▶ **Work instructions**
Retype all of the entries word for word.

▶ **Given records**
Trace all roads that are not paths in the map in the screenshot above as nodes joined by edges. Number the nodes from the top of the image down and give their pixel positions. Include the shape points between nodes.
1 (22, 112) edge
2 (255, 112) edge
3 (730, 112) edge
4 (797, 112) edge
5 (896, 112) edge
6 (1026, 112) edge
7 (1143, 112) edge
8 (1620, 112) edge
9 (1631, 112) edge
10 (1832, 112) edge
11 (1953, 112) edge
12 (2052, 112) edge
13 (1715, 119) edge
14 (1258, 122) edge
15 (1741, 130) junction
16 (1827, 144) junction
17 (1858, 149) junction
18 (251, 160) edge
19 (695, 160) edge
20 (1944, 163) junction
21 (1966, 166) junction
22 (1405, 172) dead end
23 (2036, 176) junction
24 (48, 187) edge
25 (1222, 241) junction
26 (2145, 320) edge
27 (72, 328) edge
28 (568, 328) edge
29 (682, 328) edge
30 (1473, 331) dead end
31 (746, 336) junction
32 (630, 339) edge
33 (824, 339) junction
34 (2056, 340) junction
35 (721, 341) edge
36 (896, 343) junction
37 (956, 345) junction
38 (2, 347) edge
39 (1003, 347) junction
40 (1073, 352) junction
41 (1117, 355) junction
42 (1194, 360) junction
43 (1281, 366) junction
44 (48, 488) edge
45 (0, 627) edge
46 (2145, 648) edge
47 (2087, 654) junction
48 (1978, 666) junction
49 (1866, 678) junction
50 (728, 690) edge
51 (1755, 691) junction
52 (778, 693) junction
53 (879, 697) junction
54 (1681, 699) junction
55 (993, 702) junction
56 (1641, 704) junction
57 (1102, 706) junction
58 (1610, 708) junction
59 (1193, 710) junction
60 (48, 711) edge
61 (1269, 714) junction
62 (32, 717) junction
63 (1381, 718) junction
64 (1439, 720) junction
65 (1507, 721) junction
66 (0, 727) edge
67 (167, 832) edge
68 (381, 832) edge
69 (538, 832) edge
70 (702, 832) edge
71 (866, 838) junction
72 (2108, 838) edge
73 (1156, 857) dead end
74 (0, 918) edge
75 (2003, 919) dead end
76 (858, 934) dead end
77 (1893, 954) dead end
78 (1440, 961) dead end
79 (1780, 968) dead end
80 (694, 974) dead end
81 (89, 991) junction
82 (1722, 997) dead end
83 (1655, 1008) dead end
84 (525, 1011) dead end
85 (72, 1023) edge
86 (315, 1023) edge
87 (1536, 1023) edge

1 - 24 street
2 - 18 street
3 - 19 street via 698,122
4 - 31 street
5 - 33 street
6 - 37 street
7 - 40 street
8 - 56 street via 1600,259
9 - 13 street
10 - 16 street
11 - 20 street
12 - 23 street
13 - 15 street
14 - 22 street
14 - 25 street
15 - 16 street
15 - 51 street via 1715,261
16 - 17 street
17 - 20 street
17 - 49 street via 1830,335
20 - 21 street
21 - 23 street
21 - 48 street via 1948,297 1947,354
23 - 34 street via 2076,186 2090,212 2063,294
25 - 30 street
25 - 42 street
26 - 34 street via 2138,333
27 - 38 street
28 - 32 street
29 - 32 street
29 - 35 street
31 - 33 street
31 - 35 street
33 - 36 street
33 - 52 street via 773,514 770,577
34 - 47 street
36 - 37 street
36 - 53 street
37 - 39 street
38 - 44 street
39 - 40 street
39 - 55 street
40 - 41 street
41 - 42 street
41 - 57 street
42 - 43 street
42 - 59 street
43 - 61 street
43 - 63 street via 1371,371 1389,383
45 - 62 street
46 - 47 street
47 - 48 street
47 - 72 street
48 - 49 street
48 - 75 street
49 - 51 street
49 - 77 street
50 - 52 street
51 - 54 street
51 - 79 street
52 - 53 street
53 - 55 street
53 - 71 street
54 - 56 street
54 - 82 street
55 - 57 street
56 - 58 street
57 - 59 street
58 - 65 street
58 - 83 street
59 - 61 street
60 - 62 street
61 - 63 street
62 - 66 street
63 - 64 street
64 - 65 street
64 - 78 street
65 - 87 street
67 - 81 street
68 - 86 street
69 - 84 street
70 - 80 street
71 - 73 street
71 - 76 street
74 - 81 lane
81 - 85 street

▶ **Response for this exercise**
Trace all roads that are not paths in the map in the screenshot above as nodes joined by edges. Number the nodes from the top of the image down and give their pixel positions. Include the shape points between nodes.
1 (22, 112) edge
2 (255, 112) edge
3 (730, 112) edge
4 (797, 112) edge
5 (896, 112) edge
6 (1026, 112) edge
7 (1143, 112) edge
8 (1620, 112) edge
9 (1631, 112) edge
10 (1832, 112) edge
11 (1953, 112) edge
12 (2052, 112) edge
13 (1715, 119) edge
14 (1258, 122) edge
15 (1741, 130) junction
16 (1827, 144) junction
17 (1858, 149) junction
18 (251, 160) edge
19 (695, 160) edge
20 (1944, 163) junction
21 (1966, 166) junction
22 (1405, 172) dead end
23 (2036, 176) junction
24 (48, 187) edge
25 (1222, 241) junction
26 (2145, 320) edge
27 (72, 328) edge
28 (568, 328) edge
29 (682, 328) edge
30 (1473, 331) dead end
31 (746, 336) junction
32 (630, 339) edge
33 (824, 339) junction
34 (2056, 340) junction
35 (721, 341) edge
36 (896, 343) junction
37 (956, 345) junction
38 (2, 347) edge
39 (1003, 347) junction
40 (1073, 352) junction
41 (1117, 355) junction
42 (1194, 360) junction
43 (1281, 366) junction
44 (48, 488) edge
45 (0, 627) edge
46 (2145, 648) edge
47 (2087, 654) junction
48 (1978, 666) junction
49 (1866, 678) junction
50 (728, 690) edge
51 (1755, 691) junction
52 (778, 693) junction
53 (879, 697) junction
54 (1681, 699) junction
55 (993, 702) junction
56 (1641, 704) junction
57 (1102, 706) junction
58 (1610, 708) junction
59 (1193, 710) junction
60 (48, 711) edge
61 (1269, 714) junction
62 (32, 717) junction
63 (1381, 718) junction
64 (1439, 720) junction
65 (1507, 721) junction
66 (0, 727) edge
67 (167, 832) edge
68 (381, 832) edge
69 (538, 832) edge
70 (702, 832) edge
71 (866, 838) junction
72 (2108, 838) edge
73 (1156, 857) dead end
74 (0, 918) edge
75 (2003, 919) dead end
76 (858, 934) dead end
77 (1893, 954) dead end
78 (1440, 961) dead end
79 (1780, 968) dead end
80 (694, 974) dead end
81 (89, 991) junction
82 (1722, 997) dead end
83 (1655, 1008) dead end
84 (525, 1011) dead end
85 (72, 1023) edge
86 (315, 1023) edge
87 (1536, 1023) edge

1 - 24 street
2 - 18 street
3 - 19 street via 698,122
4 - 31 street
5 - 33 street
6 - 37 street
7 - 40 street
8 - 56 street via 1600,259
9 - 13 street
10 - 16 street
11 - 20 street
12 - 23 street
13 - 15 street
14 - 22 street
14 - 25 street
15 - 16 street
15 - 51 street via 1715,261
16 - 17 street
17 - 20 street
17 - 49 street via 1830,335
20 - 21 street
21 - 23 street
21 - 48 street via 1948,297 1947,354
23 - 34 street via 2076,186 2090,212 2063,294
25 - 30 street
25 - 42 street
26 - 34 street via 2138,333
27 - 38 street
28 - 32 street
29 - 32 street
29 - 35 street
31 - 33 street
31 - 35 street
33 - 36 street
33 - 52 street via 773,514 770,577
34 - 47 street
36 - 37 street
36 - 53 street
37 - 39 street
38 - 44 street
39 - 40 street
39 - 55 street
40 - 41 street
41 - 42 street
41 - 57 street
42 - 43 street
42 - 59 street
43 - 61 street
43 - 63 street via 1371,371 1389,383
45 - 62 street
46 - 47 street
47 - 48 street
47 - 72 street
48 - 49 street
48 - 75 street
49 - 51 street
49 - 77 street
50 - 52 street
51 - 54 street
51 - 79 street
52 - 53 street
53 - 55 street
53 - 71 street
54 - 56 street
54 - 82 street
55 - 57 street
56 - 58 street
57 - 59 street
58 - 65 street
58 - 83 street
59 - 61 street
60 - 62 street
61 - 63 street
62 - 66 street
63 - 64 street
64 - 65 street
64 - 78 street
65 - 87 street
67 - 81 street
68 - 86 street
69 - 84 street
70 - 80 street
71 - 73 street
71 - 76 street
74 - 81 lane
81 - 85 street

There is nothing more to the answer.